[Assignment]:
Look for the word "numbered" in the material below. Copy each line that has it.

[Dataset entries]:
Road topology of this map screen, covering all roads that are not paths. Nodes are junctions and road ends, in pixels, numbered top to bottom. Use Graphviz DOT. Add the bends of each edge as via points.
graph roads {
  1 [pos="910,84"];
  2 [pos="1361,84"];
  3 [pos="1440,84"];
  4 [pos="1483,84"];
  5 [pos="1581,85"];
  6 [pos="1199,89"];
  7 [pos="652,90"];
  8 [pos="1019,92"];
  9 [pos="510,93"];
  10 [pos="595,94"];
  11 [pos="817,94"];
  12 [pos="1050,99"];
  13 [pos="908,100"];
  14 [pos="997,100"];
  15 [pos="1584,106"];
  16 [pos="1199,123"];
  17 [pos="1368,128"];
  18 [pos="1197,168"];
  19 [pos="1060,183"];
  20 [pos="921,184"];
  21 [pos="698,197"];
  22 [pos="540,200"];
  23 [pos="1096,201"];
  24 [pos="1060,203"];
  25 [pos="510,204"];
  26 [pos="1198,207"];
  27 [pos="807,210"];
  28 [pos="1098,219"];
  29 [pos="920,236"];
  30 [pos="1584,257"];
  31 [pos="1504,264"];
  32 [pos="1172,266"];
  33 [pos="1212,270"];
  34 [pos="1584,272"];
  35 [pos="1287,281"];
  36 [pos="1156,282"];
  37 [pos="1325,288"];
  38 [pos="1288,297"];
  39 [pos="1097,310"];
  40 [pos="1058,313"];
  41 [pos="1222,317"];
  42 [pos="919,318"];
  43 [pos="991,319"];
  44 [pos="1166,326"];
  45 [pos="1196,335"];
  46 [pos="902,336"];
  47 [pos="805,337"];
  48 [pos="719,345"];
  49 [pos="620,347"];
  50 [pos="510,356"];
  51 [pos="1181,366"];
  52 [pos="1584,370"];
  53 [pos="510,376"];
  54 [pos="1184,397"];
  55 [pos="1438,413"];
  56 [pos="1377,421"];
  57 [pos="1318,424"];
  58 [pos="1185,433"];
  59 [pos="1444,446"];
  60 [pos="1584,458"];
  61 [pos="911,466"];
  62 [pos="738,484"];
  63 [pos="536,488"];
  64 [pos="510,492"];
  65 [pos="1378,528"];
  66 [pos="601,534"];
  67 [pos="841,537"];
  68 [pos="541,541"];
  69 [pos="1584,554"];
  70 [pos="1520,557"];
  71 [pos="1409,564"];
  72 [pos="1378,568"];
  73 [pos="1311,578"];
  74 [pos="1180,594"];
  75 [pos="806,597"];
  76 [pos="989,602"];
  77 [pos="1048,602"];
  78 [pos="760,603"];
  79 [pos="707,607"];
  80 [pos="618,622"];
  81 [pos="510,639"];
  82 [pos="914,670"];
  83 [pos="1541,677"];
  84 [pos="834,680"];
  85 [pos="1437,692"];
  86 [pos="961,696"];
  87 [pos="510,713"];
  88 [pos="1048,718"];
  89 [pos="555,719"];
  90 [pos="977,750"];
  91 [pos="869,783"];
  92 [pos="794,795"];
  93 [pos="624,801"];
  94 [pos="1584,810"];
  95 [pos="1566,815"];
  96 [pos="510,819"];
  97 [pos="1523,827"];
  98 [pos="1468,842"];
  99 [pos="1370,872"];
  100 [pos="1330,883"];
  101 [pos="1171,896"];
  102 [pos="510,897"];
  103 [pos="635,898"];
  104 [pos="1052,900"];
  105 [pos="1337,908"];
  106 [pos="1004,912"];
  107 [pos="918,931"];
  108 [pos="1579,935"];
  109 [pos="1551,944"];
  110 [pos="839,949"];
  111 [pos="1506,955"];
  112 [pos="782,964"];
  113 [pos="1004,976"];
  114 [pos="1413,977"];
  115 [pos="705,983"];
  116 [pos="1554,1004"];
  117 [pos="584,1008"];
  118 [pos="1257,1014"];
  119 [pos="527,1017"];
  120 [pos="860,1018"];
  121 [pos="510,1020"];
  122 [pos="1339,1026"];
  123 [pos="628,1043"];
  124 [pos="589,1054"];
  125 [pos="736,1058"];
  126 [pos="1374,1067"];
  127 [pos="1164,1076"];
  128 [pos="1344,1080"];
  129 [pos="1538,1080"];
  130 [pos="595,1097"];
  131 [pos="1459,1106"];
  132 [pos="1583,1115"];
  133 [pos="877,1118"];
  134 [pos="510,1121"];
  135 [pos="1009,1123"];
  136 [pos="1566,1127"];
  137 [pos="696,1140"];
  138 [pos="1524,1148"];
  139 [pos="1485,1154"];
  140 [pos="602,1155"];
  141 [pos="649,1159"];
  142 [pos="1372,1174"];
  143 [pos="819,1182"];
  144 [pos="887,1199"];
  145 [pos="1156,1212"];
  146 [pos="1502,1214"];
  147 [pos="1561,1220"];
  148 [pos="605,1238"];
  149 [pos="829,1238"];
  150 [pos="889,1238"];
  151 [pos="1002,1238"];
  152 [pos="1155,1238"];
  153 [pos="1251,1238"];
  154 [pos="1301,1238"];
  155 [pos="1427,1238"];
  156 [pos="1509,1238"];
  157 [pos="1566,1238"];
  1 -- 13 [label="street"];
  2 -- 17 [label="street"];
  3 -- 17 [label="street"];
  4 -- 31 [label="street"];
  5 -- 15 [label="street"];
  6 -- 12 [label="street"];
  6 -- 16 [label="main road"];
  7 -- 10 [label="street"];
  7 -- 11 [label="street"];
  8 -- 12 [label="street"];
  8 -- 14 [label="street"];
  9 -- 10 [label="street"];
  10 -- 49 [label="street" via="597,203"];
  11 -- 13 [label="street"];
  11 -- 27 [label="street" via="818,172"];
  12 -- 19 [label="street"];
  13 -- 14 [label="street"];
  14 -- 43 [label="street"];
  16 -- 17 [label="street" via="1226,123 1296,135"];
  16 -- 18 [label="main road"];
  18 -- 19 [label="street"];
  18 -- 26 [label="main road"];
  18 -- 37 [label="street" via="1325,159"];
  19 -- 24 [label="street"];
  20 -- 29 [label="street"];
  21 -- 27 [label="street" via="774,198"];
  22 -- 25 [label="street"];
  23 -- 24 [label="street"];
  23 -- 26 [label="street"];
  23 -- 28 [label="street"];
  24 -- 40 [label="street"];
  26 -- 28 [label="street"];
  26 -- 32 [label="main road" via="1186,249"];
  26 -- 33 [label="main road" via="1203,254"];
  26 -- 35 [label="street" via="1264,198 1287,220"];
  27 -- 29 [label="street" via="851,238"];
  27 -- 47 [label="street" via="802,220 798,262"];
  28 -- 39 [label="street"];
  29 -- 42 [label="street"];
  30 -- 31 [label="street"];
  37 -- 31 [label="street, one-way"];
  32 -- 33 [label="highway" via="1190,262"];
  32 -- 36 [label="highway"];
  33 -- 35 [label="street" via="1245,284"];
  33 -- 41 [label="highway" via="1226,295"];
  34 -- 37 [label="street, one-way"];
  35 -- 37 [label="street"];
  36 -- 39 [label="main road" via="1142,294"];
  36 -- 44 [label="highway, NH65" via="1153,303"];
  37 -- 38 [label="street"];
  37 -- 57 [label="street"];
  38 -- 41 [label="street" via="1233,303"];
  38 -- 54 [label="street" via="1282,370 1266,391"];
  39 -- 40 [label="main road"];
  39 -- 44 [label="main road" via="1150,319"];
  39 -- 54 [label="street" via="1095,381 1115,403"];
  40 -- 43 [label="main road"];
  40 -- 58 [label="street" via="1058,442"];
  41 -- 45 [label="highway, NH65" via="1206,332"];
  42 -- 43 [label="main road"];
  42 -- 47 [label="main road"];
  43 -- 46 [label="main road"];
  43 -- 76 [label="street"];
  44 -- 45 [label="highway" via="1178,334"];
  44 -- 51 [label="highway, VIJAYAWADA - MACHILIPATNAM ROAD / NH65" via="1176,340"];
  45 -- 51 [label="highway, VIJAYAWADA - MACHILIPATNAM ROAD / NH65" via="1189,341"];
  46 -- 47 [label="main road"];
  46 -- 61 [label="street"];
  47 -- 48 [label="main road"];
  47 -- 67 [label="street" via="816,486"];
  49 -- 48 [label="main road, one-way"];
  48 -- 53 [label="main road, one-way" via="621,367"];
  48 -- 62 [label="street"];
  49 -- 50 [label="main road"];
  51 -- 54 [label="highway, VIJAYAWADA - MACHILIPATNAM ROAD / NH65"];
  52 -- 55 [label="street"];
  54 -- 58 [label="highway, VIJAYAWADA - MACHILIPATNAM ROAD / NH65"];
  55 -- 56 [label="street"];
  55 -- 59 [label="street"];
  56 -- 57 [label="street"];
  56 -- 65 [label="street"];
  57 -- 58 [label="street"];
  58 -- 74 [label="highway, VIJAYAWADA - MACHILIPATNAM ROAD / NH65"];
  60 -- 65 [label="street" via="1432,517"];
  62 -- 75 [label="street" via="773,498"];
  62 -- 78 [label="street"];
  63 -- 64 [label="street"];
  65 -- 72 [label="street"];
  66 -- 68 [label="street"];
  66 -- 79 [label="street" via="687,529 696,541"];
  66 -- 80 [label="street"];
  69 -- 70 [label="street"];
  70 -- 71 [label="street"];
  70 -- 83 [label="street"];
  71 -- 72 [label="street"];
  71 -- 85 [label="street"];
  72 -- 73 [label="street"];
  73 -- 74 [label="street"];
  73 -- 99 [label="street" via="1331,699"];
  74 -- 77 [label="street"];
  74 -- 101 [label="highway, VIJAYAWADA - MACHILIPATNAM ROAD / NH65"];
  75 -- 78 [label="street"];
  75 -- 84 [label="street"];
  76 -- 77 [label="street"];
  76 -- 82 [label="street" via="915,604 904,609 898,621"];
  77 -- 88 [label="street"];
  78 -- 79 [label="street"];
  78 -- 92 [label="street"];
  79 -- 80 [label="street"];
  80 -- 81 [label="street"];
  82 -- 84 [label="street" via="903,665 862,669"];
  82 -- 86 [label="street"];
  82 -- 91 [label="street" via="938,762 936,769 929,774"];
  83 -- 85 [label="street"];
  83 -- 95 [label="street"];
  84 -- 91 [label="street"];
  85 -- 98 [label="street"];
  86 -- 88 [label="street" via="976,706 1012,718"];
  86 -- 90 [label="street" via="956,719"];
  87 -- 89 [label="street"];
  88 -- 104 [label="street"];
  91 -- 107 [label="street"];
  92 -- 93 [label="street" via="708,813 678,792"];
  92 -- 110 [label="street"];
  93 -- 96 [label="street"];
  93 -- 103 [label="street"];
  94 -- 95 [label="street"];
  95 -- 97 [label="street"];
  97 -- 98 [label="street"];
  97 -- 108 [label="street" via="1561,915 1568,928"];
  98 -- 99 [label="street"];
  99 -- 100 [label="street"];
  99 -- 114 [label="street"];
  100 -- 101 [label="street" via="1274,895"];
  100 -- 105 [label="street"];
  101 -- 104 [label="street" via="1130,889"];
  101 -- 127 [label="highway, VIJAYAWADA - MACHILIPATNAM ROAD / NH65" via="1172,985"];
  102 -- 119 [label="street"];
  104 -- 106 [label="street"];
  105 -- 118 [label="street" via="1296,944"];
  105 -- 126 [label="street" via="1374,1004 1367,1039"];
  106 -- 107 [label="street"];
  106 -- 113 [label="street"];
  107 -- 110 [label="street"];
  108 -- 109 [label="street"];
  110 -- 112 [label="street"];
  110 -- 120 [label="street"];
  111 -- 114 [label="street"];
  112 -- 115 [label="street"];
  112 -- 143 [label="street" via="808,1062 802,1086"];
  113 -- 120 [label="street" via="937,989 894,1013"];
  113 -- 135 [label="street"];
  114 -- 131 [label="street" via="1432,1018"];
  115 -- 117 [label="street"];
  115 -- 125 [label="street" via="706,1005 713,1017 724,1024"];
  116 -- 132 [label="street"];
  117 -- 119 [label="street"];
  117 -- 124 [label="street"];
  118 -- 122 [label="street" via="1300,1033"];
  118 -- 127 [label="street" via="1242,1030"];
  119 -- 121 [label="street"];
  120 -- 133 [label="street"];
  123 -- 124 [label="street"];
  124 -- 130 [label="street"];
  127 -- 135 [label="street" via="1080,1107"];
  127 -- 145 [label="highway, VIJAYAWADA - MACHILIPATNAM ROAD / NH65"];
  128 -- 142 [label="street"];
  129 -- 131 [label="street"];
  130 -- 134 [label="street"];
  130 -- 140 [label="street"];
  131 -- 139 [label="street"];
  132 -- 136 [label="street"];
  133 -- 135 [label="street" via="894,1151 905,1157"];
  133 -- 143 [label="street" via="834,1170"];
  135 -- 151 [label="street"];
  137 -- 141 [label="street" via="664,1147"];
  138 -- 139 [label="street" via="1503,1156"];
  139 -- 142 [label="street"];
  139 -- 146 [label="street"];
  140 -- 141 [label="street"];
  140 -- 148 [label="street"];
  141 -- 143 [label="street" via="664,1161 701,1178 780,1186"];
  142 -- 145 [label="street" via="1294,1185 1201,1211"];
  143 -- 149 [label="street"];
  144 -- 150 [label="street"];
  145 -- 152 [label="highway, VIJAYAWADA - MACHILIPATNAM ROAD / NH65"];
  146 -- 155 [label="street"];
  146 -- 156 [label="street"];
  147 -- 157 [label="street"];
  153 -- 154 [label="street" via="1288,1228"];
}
--
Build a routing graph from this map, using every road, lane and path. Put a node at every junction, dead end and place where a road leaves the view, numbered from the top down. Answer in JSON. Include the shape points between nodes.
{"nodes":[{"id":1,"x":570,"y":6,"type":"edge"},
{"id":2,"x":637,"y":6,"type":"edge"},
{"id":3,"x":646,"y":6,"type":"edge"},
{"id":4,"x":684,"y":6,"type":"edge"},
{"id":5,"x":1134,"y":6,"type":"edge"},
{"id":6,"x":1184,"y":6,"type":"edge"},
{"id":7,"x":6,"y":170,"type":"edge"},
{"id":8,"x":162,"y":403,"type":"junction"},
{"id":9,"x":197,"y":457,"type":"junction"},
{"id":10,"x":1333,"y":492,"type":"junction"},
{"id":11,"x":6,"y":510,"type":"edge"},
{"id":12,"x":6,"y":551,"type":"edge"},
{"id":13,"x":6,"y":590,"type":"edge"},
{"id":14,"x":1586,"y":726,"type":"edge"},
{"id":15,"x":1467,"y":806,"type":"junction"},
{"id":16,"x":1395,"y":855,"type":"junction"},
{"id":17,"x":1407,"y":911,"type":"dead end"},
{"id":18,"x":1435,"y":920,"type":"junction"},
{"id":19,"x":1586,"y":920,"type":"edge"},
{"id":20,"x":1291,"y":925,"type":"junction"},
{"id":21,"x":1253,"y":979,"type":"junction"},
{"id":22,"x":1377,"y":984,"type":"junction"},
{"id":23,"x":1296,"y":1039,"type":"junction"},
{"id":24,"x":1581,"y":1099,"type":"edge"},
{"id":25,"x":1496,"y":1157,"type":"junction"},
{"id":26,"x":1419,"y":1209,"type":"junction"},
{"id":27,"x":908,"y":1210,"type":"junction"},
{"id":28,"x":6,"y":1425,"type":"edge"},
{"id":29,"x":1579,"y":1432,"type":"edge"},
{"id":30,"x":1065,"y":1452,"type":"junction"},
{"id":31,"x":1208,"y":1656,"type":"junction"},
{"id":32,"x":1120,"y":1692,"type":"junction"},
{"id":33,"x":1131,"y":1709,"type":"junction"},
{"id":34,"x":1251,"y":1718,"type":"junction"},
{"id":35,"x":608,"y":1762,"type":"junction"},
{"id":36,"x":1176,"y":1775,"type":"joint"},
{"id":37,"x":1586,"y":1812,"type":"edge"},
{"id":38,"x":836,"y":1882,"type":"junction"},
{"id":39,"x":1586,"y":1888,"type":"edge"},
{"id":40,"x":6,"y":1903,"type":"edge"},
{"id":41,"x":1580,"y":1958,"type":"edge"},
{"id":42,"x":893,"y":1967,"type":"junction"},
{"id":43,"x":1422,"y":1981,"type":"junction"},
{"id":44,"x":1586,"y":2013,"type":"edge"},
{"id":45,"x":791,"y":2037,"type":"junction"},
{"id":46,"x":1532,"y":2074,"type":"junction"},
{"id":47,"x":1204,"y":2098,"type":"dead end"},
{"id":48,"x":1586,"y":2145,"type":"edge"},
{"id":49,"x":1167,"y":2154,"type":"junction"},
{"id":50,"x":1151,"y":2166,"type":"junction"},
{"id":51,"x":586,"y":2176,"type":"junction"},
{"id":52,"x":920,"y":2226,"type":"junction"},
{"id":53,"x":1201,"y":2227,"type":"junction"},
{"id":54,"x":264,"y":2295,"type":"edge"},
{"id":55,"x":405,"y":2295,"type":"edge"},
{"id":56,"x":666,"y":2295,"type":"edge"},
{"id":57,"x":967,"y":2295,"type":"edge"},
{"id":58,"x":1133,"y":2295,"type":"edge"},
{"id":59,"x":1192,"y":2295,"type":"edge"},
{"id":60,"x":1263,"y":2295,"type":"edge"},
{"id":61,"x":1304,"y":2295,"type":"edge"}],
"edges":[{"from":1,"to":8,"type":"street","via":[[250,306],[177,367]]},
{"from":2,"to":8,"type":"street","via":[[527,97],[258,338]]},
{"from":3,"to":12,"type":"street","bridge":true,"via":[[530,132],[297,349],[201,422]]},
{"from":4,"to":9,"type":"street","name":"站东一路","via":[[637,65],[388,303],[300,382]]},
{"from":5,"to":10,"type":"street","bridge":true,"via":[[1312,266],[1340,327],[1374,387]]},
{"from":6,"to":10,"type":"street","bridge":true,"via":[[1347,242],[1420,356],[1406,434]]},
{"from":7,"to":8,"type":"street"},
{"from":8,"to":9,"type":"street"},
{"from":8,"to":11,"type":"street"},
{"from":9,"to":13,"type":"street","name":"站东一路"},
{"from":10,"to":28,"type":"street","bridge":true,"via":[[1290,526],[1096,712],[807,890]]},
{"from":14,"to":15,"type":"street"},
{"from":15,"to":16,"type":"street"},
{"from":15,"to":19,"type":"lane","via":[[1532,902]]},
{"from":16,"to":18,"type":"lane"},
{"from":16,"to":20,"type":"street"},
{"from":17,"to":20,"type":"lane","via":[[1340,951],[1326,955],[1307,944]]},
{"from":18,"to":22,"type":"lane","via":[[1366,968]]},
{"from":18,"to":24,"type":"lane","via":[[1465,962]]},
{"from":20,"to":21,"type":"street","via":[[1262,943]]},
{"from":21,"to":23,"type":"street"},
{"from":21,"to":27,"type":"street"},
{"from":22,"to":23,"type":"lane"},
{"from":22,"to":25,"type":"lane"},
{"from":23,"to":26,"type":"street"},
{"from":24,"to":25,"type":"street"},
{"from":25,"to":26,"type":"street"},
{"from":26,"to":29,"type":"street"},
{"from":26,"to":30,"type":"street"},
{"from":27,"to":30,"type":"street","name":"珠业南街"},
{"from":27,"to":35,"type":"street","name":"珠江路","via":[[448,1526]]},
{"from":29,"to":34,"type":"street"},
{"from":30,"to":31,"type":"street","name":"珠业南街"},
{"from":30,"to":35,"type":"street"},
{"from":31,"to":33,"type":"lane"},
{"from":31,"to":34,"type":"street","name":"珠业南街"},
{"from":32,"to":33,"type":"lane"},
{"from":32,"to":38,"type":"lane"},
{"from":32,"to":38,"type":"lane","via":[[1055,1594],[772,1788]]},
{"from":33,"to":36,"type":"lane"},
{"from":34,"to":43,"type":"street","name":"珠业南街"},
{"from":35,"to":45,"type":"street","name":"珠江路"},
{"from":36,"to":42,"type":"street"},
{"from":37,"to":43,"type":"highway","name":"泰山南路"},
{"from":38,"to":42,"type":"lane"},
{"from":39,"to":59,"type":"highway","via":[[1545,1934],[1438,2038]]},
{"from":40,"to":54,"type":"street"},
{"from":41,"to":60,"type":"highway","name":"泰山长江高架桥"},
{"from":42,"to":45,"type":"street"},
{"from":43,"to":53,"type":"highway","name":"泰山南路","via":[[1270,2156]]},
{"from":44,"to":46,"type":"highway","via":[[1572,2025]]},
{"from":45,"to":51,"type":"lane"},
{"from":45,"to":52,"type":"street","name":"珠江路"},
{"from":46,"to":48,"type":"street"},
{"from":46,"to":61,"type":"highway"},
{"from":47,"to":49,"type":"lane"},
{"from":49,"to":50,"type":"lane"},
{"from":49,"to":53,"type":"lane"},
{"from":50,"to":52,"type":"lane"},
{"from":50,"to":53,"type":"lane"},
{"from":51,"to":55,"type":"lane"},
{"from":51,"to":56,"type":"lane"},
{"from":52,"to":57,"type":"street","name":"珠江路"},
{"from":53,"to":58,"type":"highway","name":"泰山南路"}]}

[Result for this exercise]:
Road topology of this map screen, covering all roads that are not paths. Nodes are junctions and road ends, in pixels, numbered top to bottom. Use Graphviz DOT. Add the bends of each edge as via points.
Build a routing graph from this map, using every road, lane and path. Put a node at every junction, dead end and place where a road leaves the view, numbered from the top down. Answer in JSON. Include the shape points between nodes.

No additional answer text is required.